To make sure your food is properly cooled before bagging and freezing, try to spread it out over as wide an area as possible. If you have a pot of rice, dump it our onto a few sheet trays and toss it every few minutes to get maximum exposure to the air. If you have a case of chicken breasts, lay them out on a clean cutting board or on more pans so that air can circulate around them. And if you’re going to make a lot of soups for meal prep, you should seriously invest in a couple consumer-sized ice wands/cooling wands for cooling liquids. They’ll save you loads of time and dishes!
Whatever your food, and however you’ve cooled it, take its temp with an instant-read thermometer like the Thermapen before moving to the second cooling step. You’re looking for a temperature of 80°F (27°C) or less. (The University of Nebraska’s Institute of Agriculture and Natural Resources says that refrigerating food while still “warm” is ok.)
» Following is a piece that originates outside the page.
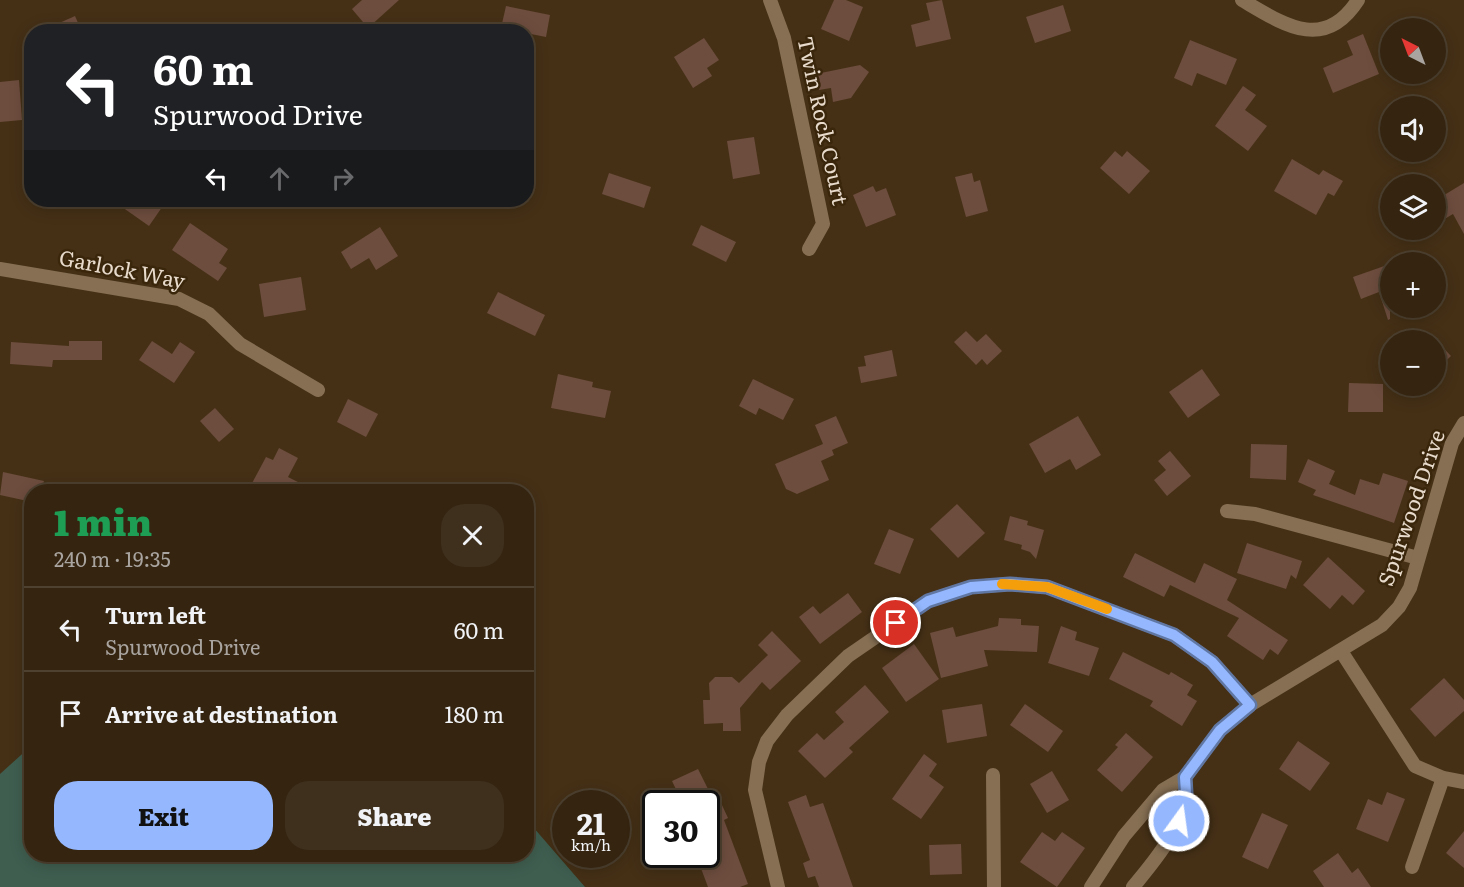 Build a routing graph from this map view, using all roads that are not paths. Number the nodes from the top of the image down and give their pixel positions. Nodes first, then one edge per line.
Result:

After your food is chilled to 40°F (4°C) or lower, it’s time to bag up your food in zipper bags or vacuum-seal it. In the freezer, spread the filled bags of food out as much as possible so that they can freeze more quickly.
Conclusion
The last thing you want when prepping meals is to prep a whole freezer full of meals that will make you sick. Besides that, you also don’t want a freezer full of meals that aren’t any good. If you don’t want to eat what you’ve made, you’ll just eat out again!
Use temperature to make sure your prepped-up meals are delicious and safe. Cook the rice. Cook those ribs. Cook a couple of roasts. Take a weekend day of cooking and get ahead on a whole week’s worth of meals because, in the end, for a lot of foods, cooking 10 is as easy as cooking one.